→ Exercise instructions
Repeat each entry. Keep every line exactly as it is.

:: Entries shown

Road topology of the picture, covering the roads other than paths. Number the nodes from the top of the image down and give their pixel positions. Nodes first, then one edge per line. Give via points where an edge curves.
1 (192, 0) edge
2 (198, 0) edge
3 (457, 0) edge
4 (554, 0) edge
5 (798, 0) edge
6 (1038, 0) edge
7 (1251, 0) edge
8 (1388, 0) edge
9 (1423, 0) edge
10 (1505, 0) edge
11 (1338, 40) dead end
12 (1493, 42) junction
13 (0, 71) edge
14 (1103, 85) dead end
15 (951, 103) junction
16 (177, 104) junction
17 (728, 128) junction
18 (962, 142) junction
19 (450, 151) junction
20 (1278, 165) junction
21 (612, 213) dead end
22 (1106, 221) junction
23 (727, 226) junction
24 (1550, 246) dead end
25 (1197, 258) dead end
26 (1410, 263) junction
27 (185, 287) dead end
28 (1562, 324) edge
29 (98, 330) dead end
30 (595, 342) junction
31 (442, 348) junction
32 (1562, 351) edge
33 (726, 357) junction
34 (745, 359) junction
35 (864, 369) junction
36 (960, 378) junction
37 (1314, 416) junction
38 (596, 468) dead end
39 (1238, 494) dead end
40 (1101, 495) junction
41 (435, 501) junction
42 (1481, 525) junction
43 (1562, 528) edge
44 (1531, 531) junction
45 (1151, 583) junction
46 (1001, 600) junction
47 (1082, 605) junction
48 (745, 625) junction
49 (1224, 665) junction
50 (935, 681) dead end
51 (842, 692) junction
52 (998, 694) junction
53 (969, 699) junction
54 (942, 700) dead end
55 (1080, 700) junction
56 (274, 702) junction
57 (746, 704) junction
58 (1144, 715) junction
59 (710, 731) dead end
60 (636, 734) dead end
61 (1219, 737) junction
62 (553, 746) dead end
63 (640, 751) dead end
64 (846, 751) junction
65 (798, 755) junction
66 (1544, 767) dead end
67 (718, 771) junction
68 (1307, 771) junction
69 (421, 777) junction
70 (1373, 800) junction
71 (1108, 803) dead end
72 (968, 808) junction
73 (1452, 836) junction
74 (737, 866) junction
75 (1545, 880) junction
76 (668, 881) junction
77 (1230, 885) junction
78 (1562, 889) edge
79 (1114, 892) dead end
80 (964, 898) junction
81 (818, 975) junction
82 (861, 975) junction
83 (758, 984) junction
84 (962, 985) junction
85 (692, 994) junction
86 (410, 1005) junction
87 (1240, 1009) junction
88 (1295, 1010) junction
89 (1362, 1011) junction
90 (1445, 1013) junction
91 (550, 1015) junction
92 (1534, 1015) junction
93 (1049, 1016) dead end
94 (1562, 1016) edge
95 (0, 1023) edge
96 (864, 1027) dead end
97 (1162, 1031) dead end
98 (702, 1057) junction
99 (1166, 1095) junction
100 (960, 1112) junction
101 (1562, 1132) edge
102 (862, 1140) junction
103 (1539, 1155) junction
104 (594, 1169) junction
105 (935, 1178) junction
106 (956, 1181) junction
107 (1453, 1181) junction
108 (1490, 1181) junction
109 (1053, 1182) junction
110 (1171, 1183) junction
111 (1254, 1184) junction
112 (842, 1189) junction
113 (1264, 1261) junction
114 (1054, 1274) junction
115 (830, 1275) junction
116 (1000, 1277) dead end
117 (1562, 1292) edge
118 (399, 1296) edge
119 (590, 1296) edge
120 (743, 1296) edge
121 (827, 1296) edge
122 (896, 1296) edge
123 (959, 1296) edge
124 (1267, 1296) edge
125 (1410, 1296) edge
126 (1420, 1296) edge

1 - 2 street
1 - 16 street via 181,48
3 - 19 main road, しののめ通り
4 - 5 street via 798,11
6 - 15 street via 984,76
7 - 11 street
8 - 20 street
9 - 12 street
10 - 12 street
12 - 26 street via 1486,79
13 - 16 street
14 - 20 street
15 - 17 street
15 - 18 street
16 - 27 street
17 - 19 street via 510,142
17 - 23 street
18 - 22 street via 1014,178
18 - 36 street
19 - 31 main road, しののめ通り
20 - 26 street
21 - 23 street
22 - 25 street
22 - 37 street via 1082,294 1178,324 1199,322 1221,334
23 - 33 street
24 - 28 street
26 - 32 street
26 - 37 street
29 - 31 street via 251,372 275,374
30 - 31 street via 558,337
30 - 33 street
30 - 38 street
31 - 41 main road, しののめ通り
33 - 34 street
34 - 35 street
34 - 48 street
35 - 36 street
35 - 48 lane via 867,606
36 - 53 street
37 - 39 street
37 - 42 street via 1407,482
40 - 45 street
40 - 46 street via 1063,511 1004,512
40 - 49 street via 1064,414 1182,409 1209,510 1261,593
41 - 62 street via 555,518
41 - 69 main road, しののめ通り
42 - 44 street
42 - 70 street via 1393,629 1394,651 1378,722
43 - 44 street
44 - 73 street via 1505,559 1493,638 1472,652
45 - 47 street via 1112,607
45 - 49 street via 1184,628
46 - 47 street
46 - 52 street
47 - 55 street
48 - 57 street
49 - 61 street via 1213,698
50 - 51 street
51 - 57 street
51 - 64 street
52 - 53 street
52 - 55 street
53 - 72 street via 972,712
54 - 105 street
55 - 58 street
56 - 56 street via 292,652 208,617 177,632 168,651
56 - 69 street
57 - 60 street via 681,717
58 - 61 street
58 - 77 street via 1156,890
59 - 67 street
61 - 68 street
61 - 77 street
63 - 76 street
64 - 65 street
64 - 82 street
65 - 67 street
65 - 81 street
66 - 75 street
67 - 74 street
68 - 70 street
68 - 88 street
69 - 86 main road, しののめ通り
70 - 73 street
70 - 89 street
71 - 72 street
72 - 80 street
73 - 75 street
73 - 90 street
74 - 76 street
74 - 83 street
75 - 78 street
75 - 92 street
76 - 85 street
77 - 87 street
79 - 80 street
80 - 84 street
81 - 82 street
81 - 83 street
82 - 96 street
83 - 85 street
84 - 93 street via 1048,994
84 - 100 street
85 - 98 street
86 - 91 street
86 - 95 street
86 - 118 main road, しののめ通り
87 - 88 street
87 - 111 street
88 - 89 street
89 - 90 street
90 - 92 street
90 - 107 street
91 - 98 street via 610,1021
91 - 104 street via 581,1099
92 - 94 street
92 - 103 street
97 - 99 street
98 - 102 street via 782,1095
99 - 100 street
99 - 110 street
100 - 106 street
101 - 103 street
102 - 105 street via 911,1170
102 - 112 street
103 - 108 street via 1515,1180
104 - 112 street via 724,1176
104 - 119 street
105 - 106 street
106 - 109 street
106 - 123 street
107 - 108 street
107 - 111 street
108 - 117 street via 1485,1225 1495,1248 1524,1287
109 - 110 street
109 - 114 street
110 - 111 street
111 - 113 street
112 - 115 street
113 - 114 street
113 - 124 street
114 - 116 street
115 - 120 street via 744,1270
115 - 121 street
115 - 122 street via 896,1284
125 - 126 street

::::

→ Your solution
Road topology of the picture, covering the roads other than paths. Number the nodes from the top of the image down and give their pixel positions. Nodes first, then one edge per line. Give via points where an edge curves.
1 (192, 0) edge
2 (198, 0) edge
3 (457, 0) edge
4 (554, 0) edge
5 (798, 0) edge
6 (1038, 0) edge
7 (1251, 0) edge
8 (1388, 0) edge
9 (1423, 0) edge
10 (1505, 0) edge
11 (1338, 40) dead end
12 (1493, 42) junction
13 (0, 71) edge
14 (1103, 85) dead end
15 (951, 103) junction
16 (177, 104) junction
17 (728, 128) junction
18 (962, 142) junction
19 (450, 151) junction
20 (1278, 165) junction
21 (612, 213) dead end
22 (1106, 221) junction
23 (727, 226) junction
24 (1550, 246) dead end
25 (1197, 258) dead end
26 (1410, 263) junction
27 (185, 287) dead end
28 (1562, 324) edge
29 (98, 330) dead end
30 (595, 342) junction
31 (442, 348) junction
32 (1562, 351) edge
33 (726, 357) junction
34 (745, 359) junction
35 (864, 369) junction
36 (960, 378) junction
37 (1314, 416) junction
38 (596, 468) dead end
39 (1238, 494) dead end
40 (1101, 495) junction
41 (435, 501) junction
42 (1481, 525) junction
43 (1562, 528) edge
44 (1531, 531) junction
45 (1151, 583) junction
46 (1001, 600) junction
47 (1082, 605) junction
48 (745, 625) junction
49 (1224, 665) junction
50 (935, 681) dead end
51 (842, 692) junction
52 (998, 694) junction
53 (969, 699) junction
54 (942, 700) dead end
55 (1080, 700) junction
56 (274, 702) junction
57 (746, 704) junction
58 (1144, 715) junction
59 (710, 731) dead end
60 (636, 734) dead end
61 (1219, 737) junction
62 (553, 746) dead end
63 (640, 751) dead end
64 (846, 751) junction
65 (798, 755) junction
66 (1544, 767) dead end
67 (718, 771) junction
68 (1307, 771) junction
69 (421, 777) junction
70 (1373, 800) junction
71 (1108, 803) dead end
72 (968, 808) junction
73 (1452, 836) junction
74 (737, 866) junction
75 (1545, 880) junction
76 (668, 881) junction
77 (1230, 885) junction
78 (1562, 889) edge
79 (1114, 892) dead end
80 (964, 898) junction
81 (818, 975) junction
82 (861, 975) junction
83 (758, 984) junction
84 (962, 985) junction
85 (692, 994) junction
86 (410, 1005) junction
87 (1240, 1009) junction
88 (1295, 1010) junction
89 (1362, 1011) junction
90 (1445, 1013) junction
91 (550, 1015) junction
92 (1534, 1015) junction
93 (1049, 1016) dead end
94 (1562, 1016) edge
95 (0, 1023) edge
96 (864, 1027) dead end
97 (1162, 1031) dead end
98 (702, 1057) junction
99 (1166, 1095) junction
100 (960, 1112) junction
101 (1562, 1132) edge
102 (862, 1140) junction
103 (1539, 1155) junction
104 (594, 1169) junction
105 (935, 1178) junction
106 (956, 1181) junction
107 (1453, 1181) junction
108 (1490, 1181) junction
109 (1053, 1182) junction
110 (1171, 1183) junction
111 (1254, 1184) junction
112 (842, 1189) junction
113 (1264, 1261) junction
114 (1054, 1274) junction
115 (830, 1275) junction
116 (1000, 1277) dead end
117 (1562, 1292) edge
118 (399, 1296) edge
119 (590, 1296) edge
120 (743, 1296) edge
121 (827, 1296) edge
122 (896, 1296) edge
123 (959, 1296) edge
124 (1267, 1296) edge
125 (1410, 1296) edge
126 (1420, 1296) edge

1 - 2 street
1 - 16 street via 181,48
3 - 19 main road, しののめ通り
4 - 5 street via 798,11
6 - 15 street via 984,76
7 - 11 street
8 - 20 street
9 - 12 street
10 - 12 street
12 - 26 street via 1486,79
13 - 16 street
14 - 20 street
15 - 17 street
15 - 18 street
16 - 27 street
17 - 19 street via 510,142
17 - 23 street
18 - 22 street via 1014,178
18 - 36 street
19 - 31 main road, しののめ通り
20 - 26 street
21 - 23 street
22 - 25 street
22 - 37 street via 1082,294 1178,324 1199,322 1221,334
23 - 33 street
24 - 28 street
26 - 32 street
26 - 37 street
29 - 31 street via 251,372 275,374
30 - 31 street via 558,337
30 - 33 street
30 - 38 street
31 - 41 main road, しののめ通り
33 - 34 street
34 - 35 street
34 - 48 street
35 - 36 street
35 - 48 lane via 867,606
36 - 53 street
37 - 39 street
37 - 42 street via 1407,482
40 - 45 street
40 - 46 street via 1063,511 1004,512
40 - 49 street via 1064,414 1182,409 1209,510 1261,593
41 - 62 street via 555,518
41 - 69 main road, しののめ通り
42 - 44 street
42 - 70 street via 1393,629 1394,651 1378,722
43 - 44 street
44 - 73 street via 1505,559 1493,638 1472,652
45 - 47 street via 1112,607
45 - 49 street via 1184,628
46 - 47 street
46 - 52 street
47 - 55 street
48 - 57 street
49 - 61 street via 1213,698
50 - 51 street
51 - 57 street
51 - 64 street
52 - 53 street
52 - 55 street
53 - 72 street via 972,712
54 - 105 street
55 - 58 street
56 - 56 street via 292,652 208,617 177,632 168,651
56 - 69 street
57 - 60 street via 681,717
58 - 61 street
58 - 77 street via 1156,890
59 - 67 street
61 - 68 street
61 - 77 street
63 - 76 street
64 - 65 street
64 - 82 street
65 - 67 street
65 - 81 street
66 - 75 street
67 - 74 street
68 - 70 street
68 - 88 street
69 - 86 main road, しののめ通り
70 - 73 street
70 - 89 street
71 - 72 street
72 - 80 street
73 - 75 street
73 - 90 street
74 - 76 street
74 - 83 street
75 - 78 street
75 - 92 street
76 - 85 street
77 - 87 street
79 - 80 street
80 - 84 street
81 - 82 street
81 - 83 street
82 - 96 street
83 - 85 street
84 - 93 street via 1048,994
84 - 100 street
85 - 98 street
86 - 91 street
86 - 95 street
86 - 118 main road, しののめ通り
87 - 88 street
87 - 111 street
88 - 89 street
89 - 90 street
90 - 92 street
90 - 107 street
91 - 98 street via 610,1021
91 - 104 street via 581,1099
92 - 94 street
92 - 103 street
97 - 99 street
98 - 102 street via 782,1095
99 - 100 street
99 - 110 street
100 - 106 street
101 - 103 street
102 - 105 street via 911,1170
102 - 112 street
103 - 108 street via 1515,1180
104 - 112 street via 724,1176
104 - 119 street
105 - 106 street
106 - 109 street
106 - 123 street
107 - 108 street
107 - 111 street
108 - 117 street via 1485,1225 1495,1248 1524,1287
109 - 110 street
109 - 114 street
110 - 111 street
111 - 113 street
112 - 115 street
113 - 114 street
113 - 124 street
114 - 116 street
115 - 120 street via 744,1270
115 - 121 street
115 - 122 street via 896,1284
125 - 126 street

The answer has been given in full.